Cancer literally surrounds us yet is rarely discussed openly. Deconstruction aims to break down barriers preventing survivors, loved ones, and society-at-large from frankly talking about the disease. We are cancer survivors and loved ones harnessing the power of art and humor to soothe and connect.

The Story

 

Joyce Mallonee lived with breast cancer for twenty-five years. During fourteen of those years, Stage IV cancer metastasized to her bones, liver, and lungs. She endured continuous cycles of medications, treatments and surgeries that resulted in a body part removed, replaced, or irrevocably altered. Despite the decades-long ordeal, Joyce’s spirit and sense of self remained intact. 

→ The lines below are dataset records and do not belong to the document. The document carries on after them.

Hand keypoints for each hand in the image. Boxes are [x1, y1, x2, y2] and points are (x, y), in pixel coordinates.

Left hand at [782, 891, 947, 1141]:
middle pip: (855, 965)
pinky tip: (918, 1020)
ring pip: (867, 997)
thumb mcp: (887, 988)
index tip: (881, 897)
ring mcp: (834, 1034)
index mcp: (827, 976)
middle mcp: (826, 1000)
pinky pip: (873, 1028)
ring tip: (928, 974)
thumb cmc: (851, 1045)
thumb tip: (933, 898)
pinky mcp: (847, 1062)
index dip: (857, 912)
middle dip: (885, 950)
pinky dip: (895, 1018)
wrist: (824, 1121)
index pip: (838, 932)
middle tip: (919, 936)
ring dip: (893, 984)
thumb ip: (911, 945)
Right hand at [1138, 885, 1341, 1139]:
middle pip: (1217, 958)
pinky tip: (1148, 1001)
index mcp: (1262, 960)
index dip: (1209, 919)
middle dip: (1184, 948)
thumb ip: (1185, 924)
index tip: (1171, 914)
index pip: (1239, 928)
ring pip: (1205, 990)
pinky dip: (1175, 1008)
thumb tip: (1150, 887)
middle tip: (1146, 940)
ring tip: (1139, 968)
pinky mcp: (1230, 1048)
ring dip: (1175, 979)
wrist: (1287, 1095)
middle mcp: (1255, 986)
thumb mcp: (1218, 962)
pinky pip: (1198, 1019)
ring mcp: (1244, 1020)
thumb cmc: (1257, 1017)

To cope with these physical and psychological incursions, Joyce imagined herself laid out on a canvas with all of her alterations visible: artificial hips, dual mastectomies, the rare vertebroplasty that pumped bone cement into her spine. Over time, this mental exercise evolved into a real-life conceptual art installation she would create to share her experience of her body’s deconstruction.

 

 

As her cancer waged its variable war, Joyce at times felt alienated from her friends and family - most of whom acknowledged her disease abstractly but almost never in frank conversation. Joyce knew that people’s perceptions of cancer as medical fact rather than emotional reality arose from fears of mortality. She believed art could empower cancer survivors to tell their stories through creative expression and open a portal to difficult but crucial conversations with loved ones about cancer, death, and loss.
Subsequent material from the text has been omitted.